Nigrotrichia convexopyga

Scientific classification
- Kingdom: Animalia
- Phylum: Arthropoda
- Clade: Pancrustacea
- Class: Insecta
- Order: Coleoptera
- Suborder: Polyphaga
- Infraorder: Scarabaeiformia
- Family: Scarabaeidae
- Genus: Nigrotrichia
- Species: N. convexopyga
- Binomial name: Nigrotrichia convexopyga (Moser, 1912)
- Synonyms: Holotrichia convexopyga Moser, 1912 ; Lachnosterna convexopyga tametomo Nomura, 1969 ;

= Nigrotrichia convexopyga =

- Genus: Nigrotrichia
- Species: convexopyga
- Authority: (Moser, 1912)

Species of beetle

Nigrotrichia convexopyga is a species of beetle of the family Scarabaeidae. It is found in China (Gansu, Guizhou, Hebei, Jiangxi, Shaanxi) and Japan.

== Description ==
Adults reach a length of about 21 mm.

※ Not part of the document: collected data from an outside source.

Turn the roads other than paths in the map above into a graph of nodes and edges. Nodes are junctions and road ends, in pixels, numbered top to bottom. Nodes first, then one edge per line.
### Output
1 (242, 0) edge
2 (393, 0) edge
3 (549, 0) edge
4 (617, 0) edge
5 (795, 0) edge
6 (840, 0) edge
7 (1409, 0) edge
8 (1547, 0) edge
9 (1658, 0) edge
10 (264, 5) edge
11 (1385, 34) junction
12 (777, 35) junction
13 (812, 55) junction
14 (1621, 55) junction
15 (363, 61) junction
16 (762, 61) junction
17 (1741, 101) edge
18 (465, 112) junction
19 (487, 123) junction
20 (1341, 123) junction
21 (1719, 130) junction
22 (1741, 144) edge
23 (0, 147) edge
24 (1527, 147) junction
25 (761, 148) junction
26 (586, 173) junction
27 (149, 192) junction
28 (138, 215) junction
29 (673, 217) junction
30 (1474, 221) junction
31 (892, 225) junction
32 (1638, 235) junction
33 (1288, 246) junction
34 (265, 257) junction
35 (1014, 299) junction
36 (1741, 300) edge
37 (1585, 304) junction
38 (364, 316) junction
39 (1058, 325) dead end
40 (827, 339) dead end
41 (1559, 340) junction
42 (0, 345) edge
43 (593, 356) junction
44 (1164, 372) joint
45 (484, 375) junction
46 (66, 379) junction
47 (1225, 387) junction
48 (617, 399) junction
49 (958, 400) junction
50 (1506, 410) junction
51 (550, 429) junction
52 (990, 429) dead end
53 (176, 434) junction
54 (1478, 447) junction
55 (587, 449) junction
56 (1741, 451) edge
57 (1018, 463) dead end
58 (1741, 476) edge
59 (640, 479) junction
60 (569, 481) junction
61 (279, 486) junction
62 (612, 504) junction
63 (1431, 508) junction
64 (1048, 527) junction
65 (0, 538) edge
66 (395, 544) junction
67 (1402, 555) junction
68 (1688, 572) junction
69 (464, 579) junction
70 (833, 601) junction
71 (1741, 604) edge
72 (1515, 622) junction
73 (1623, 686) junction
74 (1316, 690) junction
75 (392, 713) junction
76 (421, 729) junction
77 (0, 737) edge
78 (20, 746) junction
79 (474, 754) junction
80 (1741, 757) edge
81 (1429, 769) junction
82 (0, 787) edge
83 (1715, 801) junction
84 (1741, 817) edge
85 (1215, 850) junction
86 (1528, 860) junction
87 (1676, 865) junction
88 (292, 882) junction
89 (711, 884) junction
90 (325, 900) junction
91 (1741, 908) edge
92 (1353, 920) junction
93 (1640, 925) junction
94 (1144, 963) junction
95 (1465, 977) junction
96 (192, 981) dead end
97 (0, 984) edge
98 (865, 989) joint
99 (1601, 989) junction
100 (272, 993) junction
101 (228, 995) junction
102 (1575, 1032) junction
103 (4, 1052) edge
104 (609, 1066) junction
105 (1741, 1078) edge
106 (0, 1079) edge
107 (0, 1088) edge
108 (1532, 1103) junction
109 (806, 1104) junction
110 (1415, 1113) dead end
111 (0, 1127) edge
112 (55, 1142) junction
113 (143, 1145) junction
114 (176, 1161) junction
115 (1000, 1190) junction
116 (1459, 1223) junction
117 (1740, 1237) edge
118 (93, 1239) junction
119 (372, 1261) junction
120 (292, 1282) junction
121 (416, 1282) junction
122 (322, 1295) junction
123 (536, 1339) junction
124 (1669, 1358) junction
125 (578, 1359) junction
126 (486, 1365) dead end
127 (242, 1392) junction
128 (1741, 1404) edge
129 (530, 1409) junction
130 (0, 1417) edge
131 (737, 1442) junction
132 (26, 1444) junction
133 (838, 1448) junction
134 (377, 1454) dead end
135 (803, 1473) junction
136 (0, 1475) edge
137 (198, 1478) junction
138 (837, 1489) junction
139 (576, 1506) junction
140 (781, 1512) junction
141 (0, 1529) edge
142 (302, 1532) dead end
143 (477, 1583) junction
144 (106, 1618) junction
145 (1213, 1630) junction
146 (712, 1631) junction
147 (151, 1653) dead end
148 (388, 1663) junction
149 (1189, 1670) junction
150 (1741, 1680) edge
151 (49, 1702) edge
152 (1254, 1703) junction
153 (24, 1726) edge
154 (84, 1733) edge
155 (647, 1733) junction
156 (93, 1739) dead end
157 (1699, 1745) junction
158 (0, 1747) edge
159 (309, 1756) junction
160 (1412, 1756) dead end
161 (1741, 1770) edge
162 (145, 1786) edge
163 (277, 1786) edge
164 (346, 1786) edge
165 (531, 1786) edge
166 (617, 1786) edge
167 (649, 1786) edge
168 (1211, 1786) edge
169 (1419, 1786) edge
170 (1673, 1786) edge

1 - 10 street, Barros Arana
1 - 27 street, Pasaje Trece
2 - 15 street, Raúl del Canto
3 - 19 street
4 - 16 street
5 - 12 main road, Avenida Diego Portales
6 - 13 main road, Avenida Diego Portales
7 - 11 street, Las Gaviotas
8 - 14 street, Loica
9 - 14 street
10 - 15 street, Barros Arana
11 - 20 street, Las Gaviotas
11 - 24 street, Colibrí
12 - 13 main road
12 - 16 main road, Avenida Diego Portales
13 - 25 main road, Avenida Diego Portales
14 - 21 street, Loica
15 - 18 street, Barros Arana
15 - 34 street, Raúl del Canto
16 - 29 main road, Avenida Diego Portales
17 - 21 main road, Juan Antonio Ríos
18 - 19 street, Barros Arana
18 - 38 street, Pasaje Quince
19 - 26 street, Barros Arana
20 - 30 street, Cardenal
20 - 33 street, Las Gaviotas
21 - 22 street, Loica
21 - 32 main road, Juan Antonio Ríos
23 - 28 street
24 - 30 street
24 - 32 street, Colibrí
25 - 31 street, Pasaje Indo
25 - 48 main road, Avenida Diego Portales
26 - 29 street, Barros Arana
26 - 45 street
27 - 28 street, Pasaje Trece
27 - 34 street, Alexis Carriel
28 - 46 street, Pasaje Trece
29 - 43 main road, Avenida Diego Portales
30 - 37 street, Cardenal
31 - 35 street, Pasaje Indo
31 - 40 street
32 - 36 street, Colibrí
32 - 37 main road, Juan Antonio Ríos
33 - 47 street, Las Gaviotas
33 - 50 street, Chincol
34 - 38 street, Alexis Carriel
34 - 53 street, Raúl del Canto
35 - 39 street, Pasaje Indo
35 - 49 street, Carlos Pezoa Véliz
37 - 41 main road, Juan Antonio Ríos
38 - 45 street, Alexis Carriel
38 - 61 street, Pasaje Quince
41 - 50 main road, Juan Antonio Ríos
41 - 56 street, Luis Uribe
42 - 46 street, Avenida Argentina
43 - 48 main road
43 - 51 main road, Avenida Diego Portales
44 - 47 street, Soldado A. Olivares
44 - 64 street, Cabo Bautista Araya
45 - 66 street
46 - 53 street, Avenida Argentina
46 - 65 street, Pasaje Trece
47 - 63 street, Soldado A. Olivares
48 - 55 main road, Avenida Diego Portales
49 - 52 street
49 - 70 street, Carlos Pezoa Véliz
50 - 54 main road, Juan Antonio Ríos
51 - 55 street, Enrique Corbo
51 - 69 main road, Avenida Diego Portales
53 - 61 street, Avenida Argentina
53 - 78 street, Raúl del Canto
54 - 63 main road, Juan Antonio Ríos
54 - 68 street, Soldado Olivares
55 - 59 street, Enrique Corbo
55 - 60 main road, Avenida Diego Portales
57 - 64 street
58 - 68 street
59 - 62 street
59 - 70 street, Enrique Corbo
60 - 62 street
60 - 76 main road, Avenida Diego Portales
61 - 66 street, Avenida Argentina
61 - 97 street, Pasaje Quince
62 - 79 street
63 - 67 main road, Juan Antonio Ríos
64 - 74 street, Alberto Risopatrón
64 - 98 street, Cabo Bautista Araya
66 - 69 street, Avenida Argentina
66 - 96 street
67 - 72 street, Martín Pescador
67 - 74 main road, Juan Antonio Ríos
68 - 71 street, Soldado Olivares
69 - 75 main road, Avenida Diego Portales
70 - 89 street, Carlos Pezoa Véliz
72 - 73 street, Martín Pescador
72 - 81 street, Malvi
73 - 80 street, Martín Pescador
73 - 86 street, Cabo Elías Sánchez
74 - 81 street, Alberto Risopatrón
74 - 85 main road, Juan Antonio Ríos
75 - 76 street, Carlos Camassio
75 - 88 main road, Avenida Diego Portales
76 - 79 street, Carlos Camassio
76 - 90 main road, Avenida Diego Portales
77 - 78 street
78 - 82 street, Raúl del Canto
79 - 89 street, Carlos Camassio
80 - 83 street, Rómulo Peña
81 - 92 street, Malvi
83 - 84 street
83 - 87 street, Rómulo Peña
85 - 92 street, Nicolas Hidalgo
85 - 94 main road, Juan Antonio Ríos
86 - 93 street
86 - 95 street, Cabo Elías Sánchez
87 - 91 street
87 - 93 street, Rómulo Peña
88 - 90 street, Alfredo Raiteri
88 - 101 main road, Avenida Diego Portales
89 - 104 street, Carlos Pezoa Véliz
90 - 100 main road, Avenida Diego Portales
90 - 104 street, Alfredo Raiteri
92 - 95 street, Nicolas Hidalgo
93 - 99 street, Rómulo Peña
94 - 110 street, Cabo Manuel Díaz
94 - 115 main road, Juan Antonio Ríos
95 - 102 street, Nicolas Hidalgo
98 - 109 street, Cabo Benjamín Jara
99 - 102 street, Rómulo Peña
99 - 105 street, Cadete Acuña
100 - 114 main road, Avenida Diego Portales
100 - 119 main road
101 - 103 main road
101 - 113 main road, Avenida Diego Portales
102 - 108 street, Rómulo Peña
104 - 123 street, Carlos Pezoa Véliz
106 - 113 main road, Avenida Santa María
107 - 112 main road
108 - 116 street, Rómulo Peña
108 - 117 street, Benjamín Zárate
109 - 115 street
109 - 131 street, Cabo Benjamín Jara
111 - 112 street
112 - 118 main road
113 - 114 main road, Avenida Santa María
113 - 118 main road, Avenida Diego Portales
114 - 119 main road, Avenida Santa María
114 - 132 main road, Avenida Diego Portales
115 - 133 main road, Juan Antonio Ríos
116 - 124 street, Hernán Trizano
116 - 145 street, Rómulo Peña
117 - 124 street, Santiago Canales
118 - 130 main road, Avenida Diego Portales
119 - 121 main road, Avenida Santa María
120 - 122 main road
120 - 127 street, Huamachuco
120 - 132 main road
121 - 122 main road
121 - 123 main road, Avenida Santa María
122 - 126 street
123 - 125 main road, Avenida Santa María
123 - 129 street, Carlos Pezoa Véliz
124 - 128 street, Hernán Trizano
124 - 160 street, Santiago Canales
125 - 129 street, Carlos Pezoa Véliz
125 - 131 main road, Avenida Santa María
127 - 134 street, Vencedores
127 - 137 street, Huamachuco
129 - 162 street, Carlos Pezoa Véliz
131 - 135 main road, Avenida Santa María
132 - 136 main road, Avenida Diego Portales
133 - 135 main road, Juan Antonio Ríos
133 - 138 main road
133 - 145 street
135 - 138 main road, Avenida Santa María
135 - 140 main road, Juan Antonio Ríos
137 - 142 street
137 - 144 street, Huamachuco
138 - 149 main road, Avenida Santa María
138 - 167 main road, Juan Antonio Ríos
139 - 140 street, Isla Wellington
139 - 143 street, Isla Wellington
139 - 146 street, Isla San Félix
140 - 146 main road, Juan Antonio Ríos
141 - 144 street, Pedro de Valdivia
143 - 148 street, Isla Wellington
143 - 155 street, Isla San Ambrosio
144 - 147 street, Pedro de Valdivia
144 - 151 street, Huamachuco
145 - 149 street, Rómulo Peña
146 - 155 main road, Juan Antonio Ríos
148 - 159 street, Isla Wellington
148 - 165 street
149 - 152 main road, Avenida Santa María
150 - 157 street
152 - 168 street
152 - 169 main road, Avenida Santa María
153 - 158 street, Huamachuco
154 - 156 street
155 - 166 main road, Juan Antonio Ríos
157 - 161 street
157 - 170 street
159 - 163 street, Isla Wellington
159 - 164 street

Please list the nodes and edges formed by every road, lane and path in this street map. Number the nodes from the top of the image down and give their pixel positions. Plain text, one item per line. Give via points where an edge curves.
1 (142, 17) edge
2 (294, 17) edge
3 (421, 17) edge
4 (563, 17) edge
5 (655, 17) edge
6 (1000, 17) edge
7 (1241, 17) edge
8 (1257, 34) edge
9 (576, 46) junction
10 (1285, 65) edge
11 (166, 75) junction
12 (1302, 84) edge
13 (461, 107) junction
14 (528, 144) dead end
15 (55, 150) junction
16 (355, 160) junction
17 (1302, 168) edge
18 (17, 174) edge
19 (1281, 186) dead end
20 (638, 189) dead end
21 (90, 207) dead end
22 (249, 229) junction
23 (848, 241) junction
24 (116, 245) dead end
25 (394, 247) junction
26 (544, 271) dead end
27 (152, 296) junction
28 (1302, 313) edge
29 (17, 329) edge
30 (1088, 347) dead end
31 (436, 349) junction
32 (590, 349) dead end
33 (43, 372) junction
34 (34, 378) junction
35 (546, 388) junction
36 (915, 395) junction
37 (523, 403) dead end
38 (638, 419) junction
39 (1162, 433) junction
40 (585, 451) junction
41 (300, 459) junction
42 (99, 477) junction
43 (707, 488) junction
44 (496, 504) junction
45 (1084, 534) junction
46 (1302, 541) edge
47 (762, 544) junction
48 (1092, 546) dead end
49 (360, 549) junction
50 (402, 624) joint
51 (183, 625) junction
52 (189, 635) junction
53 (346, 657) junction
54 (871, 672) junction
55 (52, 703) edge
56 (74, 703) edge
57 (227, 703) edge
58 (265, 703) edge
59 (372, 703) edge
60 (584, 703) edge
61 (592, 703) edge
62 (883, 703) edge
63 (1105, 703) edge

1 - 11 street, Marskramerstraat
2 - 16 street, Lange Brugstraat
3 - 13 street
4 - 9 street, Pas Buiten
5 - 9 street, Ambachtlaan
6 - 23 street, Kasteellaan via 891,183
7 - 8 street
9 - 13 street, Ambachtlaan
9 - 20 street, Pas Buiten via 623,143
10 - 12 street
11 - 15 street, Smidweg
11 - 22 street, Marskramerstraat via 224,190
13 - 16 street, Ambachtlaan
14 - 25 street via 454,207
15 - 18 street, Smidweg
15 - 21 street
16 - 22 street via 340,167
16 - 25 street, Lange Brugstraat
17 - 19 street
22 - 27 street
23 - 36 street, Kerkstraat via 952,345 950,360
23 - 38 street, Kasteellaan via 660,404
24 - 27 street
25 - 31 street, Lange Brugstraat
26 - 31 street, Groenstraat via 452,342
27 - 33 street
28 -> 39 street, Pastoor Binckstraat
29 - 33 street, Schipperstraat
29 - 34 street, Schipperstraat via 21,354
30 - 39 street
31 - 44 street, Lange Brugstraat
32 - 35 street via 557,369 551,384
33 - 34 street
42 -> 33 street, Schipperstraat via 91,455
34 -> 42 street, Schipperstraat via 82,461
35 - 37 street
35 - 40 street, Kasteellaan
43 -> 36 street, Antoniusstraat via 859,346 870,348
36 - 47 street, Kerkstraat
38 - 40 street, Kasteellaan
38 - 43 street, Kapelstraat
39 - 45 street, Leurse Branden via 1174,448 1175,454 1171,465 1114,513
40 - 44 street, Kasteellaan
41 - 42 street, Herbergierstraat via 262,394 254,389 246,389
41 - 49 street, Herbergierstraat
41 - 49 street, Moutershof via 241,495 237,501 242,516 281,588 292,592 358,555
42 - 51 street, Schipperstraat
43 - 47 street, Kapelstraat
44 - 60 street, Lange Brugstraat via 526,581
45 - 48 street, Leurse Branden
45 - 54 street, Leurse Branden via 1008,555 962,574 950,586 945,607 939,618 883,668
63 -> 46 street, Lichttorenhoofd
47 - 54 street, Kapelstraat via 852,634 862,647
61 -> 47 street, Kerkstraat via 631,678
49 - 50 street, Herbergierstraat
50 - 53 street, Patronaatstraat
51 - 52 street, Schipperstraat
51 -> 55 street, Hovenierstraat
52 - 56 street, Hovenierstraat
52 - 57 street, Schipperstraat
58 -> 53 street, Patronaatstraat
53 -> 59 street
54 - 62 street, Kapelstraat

They are very similar to Nigrotrichia kiotonensis, but differs slightly in the structure of the pygidium. The colouration is blackish-brown or light brown. The frons is not densely punctured, while the clypeus somewhat more densely punctured. The elytra are of the same shape as in Nigrotrichia kiotonensis, but the punctures are not quite as strong and are somewhat more widely spaced. The scutellum is smooth or bears numerous punctures. The pygidium is widely punctured, with the punctures large but flat. The anterior half of the pygidium is strongly convex in both sexes, with the convexity flattening towards the posterior margin. The thorax is covered with yellow hairs and the middle of the abdomen is almost smooth.